Stored data entries
----------

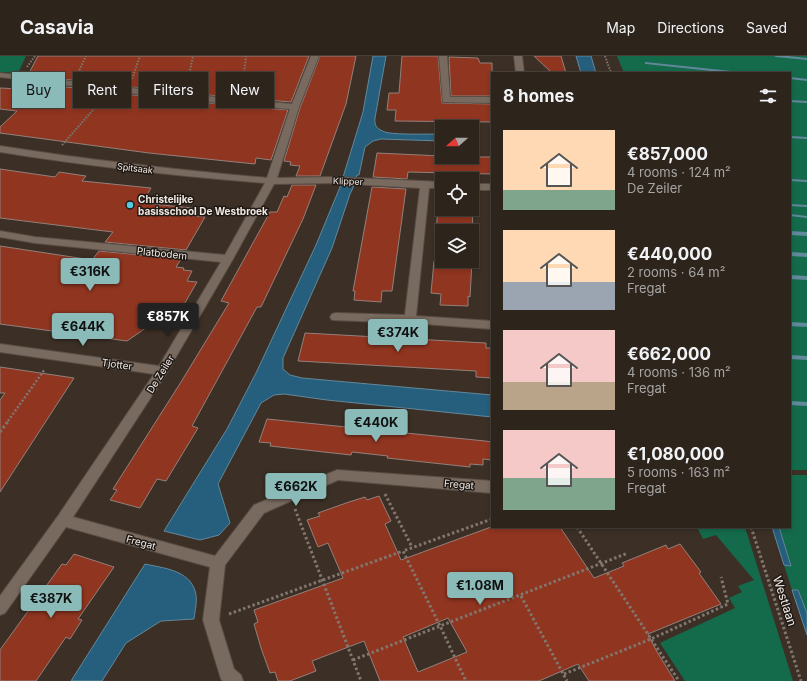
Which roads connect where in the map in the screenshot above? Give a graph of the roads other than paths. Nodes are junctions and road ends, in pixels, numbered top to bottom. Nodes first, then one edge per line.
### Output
1 (315, 56) edge
2 (443, 56) edge
3 (518, 56) edge
4 (520, 72) edge
5 (0, 75) edge
6 (491, 100) edge
7 (295, 107) junction
8 (0, 149) edge
9 (271, 181) junction
10 (425, 184) junction
11 (435, 185) edge
12 (479, 187) edge
13 (491, 187) edge
14 (0, 234) edge
15 (228, 259) junction
16 (336, 317) dead end
17 (410, 319) junction
18 (491, 324) edge
19 (0, 348) edge
20 (162, 371) junction
21 (491, 487) edge
22 (63, 520) junction
23 (218, 563) junction
24 (0, 608) edge
25 (235, 681) edge

1 - 7 street, De Zeiler
2 - 6 street
3 - 4 street
5 - 7 street
7 - 9 street, De Zeiler
8 - 9 street, Spitsaak
9 - 10 street, Klipper
9 - 15 street, De Zeiler
10 - 11 street, Klipper
10 - 17 street
12 - 13 street
14 - 15 street, Platbodem
15 - 20 street, De Zeiler
16 - 17 street
17 - 18 street
19 - 20 street, Tjotter
20 - 22 street, De Zeiler
21 - 23 street, Fregat
22 - 23 street, Fregat
22 - 24 street, De Zeiler
23 - 25 street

----------

> [What the task asks]: Each line above gets copied exactly; leave the pictures out.

> [Result of this task]:
Which roads connect where in the map in the screenshot above? Give a graph of the roads other than paths. Nodes are junctions and road ends, in pixels, numbered top to bottom. Nodes first, then one edge per line.
### Output
1 (315, 56) edge
2 (443, 56) edge
3 (518, 56) edge
4 (520, 72) edge
5 (0, 75) edge
6 (491, 100) edge
7 (295, 107) junction
8 (0, 149) edge
9 (271, 181) junction
10 (425, 184) junction
11 (435, 185) edge
12 (479, 187) edge
13 (491, 187) edge
14 (0, 234) edge
15 (228, 259) junction
16 (336, 317) dead end
17 (410, 319) junction
18 (491, 324) edge
19 (0, 348) edge
20 (162, 371) junction
21 (491, 487) edge
22 (63, 520) junction
23 (218, 563) junction
24 (0, 608) edge
25 (235, 681) edge

1 - 7 street, De Zeiler
2 - 6 street
3 - 4 street
5 - 7 street
7 - 9 street, De Zeiler
8 - 9 street, Spitsaak
9 - 10 street, Klipper
9 - 15 street, De Zeiler
10 - 11 street, Klipper
10 - 17 street
12 - 13 street
14 - 15 street, Platbodem
15 - 20 street, De Zeiler
16 - 17 street
17 - 18 street
19 - 20 street, Tjotter
20 - 22 street, De Zeiler
21 - 23 street, Fregat
22 - 23 street, Fregat
22 - 24 street, De Zeiler
23 - 25 street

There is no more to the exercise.